* **EXERCISE DETAILS**: If a line in the data below contains the word "middle", copy it out.

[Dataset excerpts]
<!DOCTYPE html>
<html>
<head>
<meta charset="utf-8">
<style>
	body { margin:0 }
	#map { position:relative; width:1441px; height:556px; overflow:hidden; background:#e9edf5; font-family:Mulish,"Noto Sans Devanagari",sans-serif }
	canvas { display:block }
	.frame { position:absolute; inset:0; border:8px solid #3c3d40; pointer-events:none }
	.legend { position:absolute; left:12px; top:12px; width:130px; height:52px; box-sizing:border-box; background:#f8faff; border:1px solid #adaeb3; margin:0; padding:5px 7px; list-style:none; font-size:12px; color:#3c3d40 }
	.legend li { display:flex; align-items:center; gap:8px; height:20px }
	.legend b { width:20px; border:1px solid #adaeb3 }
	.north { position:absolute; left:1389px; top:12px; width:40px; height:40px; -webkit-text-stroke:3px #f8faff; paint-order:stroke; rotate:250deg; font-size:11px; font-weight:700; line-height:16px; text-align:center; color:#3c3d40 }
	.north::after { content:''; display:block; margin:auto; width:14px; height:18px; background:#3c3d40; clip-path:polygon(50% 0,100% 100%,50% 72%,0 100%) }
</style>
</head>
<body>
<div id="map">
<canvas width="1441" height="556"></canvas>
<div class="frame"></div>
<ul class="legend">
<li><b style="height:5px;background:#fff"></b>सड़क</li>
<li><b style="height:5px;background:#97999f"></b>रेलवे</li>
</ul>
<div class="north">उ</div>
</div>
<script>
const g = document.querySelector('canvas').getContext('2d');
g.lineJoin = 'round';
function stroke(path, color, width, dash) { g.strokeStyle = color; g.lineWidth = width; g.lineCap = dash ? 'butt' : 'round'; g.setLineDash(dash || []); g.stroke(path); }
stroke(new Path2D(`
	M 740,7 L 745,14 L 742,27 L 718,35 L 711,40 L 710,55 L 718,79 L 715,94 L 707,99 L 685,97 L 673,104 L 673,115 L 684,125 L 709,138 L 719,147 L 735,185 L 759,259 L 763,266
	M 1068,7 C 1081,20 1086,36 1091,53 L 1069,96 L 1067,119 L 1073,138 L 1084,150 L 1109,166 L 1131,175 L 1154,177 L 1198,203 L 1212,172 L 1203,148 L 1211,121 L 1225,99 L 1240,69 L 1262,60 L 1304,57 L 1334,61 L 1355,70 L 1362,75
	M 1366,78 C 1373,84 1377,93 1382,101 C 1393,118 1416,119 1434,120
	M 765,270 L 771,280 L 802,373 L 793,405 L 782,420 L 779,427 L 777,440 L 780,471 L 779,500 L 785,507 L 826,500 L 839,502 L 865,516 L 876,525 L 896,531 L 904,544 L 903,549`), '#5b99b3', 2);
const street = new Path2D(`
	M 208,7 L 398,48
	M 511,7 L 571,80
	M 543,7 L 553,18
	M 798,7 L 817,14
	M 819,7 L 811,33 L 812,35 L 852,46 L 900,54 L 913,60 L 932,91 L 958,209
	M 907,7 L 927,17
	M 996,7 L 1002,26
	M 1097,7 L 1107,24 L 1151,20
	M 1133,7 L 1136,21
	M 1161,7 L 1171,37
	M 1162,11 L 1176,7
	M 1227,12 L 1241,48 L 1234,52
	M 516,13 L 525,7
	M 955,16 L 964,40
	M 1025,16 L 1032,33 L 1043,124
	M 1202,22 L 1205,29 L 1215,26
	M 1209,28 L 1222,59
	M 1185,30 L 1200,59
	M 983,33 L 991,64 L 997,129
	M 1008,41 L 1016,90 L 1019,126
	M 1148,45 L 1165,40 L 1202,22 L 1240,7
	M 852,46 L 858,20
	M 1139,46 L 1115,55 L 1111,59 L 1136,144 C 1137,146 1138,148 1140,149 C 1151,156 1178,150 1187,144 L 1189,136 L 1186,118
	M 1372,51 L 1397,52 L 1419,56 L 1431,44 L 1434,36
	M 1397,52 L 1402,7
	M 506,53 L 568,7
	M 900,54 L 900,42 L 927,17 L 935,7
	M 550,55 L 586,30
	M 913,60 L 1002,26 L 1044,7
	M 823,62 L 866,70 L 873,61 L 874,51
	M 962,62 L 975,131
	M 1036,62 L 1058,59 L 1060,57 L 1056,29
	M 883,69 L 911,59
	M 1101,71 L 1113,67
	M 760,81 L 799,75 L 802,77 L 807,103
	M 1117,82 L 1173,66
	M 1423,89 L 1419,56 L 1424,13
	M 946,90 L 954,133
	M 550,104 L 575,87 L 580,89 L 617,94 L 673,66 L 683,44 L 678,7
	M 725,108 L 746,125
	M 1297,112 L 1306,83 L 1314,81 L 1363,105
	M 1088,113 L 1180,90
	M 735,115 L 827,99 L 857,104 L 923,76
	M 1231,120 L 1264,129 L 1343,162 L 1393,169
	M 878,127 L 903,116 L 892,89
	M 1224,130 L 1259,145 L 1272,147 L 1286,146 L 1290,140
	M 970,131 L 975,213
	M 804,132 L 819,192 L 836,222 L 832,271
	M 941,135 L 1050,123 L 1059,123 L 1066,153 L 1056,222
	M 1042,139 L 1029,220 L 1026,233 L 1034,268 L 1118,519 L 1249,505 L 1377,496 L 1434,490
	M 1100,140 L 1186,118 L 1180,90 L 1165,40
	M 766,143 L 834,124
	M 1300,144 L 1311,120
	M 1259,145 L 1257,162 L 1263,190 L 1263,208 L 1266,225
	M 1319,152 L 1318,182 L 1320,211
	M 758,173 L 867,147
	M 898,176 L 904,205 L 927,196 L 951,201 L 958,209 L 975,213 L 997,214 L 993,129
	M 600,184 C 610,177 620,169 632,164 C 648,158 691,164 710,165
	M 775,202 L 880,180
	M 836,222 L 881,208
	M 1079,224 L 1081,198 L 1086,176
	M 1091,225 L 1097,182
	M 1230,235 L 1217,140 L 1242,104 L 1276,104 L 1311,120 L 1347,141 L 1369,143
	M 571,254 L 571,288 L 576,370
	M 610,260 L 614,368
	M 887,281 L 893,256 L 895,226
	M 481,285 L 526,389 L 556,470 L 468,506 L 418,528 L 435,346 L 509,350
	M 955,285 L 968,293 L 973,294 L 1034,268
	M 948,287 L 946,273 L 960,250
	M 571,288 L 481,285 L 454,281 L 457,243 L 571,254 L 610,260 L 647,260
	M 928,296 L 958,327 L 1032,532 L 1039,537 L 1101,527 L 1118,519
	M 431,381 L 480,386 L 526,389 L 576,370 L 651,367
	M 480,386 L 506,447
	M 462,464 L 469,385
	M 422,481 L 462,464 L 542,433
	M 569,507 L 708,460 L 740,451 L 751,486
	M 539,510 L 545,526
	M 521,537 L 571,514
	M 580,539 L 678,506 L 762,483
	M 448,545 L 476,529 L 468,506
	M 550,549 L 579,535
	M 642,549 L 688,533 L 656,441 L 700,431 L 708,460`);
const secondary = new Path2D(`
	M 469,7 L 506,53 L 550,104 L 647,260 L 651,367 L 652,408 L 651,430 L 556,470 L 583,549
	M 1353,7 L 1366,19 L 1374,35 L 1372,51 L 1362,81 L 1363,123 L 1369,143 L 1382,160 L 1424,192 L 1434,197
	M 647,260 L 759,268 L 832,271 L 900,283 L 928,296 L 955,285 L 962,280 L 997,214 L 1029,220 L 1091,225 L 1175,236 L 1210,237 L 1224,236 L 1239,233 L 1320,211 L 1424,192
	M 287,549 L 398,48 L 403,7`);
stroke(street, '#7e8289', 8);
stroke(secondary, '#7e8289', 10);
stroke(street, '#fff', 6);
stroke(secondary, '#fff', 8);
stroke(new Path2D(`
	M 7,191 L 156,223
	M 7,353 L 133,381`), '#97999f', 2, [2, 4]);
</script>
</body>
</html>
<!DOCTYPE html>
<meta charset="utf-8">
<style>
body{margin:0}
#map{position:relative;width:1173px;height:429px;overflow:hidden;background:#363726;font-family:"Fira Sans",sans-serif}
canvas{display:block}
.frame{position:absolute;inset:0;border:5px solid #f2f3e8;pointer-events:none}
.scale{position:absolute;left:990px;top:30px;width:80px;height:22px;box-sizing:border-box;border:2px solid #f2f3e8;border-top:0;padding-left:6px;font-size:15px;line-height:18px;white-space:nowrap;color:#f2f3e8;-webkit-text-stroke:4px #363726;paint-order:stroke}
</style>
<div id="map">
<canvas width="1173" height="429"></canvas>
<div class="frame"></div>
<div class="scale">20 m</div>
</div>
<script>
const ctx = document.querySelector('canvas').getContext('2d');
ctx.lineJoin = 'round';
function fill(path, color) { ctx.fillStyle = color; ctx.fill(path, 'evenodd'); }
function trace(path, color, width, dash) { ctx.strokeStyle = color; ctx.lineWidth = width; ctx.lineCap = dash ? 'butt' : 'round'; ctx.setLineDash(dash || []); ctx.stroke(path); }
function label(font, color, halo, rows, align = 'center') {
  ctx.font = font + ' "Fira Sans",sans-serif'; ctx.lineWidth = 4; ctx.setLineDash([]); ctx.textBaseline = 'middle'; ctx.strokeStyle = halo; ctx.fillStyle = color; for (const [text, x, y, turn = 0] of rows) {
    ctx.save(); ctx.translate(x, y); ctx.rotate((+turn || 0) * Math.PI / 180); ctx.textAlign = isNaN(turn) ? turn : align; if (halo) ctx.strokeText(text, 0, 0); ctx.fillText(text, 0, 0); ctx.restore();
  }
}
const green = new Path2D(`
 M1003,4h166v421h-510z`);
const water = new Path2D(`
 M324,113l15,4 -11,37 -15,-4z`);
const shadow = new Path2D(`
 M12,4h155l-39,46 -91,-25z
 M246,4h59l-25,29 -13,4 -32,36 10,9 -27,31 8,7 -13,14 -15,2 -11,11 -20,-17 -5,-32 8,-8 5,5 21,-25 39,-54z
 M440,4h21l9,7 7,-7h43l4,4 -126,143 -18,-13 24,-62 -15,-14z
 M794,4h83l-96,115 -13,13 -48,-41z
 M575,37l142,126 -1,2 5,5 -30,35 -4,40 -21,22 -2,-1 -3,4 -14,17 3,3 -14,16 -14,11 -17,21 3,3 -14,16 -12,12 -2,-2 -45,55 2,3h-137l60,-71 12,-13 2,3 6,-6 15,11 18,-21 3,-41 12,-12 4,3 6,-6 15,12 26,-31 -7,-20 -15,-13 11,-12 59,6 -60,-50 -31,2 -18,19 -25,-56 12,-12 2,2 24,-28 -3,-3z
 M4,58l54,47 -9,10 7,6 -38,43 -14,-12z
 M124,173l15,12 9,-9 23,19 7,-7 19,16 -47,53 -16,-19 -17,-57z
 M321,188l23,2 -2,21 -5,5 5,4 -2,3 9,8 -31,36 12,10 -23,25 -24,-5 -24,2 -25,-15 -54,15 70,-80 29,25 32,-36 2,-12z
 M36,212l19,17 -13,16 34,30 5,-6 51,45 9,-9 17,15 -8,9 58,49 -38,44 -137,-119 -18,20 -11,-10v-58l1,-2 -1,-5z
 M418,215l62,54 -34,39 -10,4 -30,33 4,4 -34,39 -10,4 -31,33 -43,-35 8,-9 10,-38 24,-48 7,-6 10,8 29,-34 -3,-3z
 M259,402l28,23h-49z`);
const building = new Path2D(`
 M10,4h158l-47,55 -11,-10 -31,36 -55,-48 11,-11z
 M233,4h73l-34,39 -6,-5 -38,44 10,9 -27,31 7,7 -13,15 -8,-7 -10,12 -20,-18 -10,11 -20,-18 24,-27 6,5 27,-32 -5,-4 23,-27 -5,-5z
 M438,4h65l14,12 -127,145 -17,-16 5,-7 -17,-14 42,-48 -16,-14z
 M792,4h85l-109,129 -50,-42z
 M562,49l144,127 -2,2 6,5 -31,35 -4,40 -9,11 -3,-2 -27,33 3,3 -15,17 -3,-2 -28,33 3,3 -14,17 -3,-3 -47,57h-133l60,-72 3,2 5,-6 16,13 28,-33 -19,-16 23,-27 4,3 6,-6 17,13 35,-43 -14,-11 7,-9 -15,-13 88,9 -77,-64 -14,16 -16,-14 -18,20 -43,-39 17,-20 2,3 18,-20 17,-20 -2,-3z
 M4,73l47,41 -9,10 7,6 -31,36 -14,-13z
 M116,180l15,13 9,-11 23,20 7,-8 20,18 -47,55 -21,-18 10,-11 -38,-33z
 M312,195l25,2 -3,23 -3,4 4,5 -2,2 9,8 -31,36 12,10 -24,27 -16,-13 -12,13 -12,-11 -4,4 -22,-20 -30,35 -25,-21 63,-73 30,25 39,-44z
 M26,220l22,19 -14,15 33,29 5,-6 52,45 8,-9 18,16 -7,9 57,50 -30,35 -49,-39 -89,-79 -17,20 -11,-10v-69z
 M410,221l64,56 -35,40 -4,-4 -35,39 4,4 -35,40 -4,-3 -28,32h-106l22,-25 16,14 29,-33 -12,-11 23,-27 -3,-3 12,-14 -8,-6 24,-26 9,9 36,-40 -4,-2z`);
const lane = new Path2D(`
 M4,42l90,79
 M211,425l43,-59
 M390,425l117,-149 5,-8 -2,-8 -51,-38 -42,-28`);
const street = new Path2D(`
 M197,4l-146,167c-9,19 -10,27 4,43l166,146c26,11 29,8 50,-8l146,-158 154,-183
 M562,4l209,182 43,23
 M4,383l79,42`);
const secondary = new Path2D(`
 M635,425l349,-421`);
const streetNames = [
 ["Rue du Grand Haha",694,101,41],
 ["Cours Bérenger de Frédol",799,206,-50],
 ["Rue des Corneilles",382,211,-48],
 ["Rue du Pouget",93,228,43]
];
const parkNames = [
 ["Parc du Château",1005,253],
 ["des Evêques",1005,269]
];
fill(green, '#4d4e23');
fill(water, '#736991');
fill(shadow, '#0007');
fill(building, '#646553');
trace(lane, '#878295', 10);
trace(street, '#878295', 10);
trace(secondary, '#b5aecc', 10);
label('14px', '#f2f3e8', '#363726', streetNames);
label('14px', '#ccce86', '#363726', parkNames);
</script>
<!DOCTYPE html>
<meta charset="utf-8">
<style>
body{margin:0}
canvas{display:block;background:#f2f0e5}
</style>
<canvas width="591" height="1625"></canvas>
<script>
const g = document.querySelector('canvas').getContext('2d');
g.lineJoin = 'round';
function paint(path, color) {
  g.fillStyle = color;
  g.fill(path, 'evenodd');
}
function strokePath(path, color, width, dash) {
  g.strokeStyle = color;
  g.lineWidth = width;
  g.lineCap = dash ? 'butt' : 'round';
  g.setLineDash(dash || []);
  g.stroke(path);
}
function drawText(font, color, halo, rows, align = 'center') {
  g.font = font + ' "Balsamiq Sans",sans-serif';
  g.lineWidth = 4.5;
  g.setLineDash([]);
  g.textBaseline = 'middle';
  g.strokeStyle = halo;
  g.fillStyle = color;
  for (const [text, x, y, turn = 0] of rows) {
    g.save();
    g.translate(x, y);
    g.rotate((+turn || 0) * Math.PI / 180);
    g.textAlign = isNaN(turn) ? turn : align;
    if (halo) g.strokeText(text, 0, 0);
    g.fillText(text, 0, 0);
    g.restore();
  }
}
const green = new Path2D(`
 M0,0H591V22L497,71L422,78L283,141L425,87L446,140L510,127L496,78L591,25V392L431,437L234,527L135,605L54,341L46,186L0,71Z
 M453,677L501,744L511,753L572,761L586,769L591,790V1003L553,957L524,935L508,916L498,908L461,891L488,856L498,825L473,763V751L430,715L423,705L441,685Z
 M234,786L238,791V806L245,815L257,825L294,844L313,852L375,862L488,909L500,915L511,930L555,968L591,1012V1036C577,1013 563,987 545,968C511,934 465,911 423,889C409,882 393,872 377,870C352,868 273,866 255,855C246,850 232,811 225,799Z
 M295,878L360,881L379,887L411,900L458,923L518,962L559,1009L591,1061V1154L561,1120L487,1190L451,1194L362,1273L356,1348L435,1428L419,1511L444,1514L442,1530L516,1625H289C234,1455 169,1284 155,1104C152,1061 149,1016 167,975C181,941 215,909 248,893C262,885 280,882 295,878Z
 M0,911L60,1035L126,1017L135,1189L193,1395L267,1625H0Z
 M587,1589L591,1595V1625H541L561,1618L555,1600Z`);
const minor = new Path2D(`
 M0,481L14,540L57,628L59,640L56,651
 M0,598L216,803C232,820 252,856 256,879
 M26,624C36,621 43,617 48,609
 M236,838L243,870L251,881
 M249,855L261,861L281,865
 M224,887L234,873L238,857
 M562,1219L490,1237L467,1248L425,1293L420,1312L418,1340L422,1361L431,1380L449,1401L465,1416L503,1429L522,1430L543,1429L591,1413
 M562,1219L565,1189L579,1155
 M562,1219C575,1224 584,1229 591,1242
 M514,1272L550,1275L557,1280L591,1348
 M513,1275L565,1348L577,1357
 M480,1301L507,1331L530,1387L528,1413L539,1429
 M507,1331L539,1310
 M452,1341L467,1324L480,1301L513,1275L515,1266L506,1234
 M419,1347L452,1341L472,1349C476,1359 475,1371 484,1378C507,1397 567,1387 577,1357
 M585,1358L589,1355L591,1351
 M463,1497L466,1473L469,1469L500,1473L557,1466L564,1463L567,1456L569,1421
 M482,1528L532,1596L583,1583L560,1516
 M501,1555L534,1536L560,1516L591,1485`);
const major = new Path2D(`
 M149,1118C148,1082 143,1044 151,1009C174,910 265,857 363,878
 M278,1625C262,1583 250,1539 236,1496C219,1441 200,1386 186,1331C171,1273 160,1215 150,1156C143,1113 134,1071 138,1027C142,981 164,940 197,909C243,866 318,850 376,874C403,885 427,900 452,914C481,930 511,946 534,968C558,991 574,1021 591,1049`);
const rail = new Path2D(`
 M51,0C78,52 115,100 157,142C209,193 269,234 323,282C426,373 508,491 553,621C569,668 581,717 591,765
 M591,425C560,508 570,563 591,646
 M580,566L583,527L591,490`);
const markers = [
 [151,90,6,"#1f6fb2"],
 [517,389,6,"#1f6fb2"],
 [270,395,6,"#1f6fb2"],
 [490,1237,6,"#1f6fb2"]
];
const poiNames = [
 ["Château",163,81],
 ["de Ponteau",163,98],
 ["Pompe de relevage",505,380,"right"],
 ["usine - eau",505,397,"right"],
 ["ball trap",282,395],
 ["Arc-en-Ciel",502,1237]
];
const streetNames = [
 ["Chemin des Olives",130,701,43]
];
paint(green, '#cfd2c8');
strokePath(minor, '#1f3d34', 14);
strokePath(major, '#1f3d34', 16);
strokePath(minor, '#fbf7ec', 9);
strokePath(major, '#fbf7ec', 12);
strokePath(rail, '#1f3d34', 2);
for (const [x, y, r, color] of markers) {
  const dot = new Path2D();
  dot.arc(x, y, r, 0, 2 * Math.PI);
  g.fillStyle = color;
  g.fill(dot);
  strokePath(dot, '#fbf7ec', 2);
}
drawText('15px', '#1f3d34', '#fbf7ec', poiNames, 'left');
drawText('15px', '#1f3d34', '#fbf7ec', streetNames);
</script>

* **SOLVED PROBLEM**:
  ctx.font = font + ' "Fira Sans",sans-serif'; ctx.lineWidth = 4; ctx.setLineDash([]); ctx.textBaseline = 'middle'; ctx.strokeStyle = halo; ctx.fillStyle = color; for (const [text, x, y, turn = 0] of rows) {
  g.textBaseline = 'middle';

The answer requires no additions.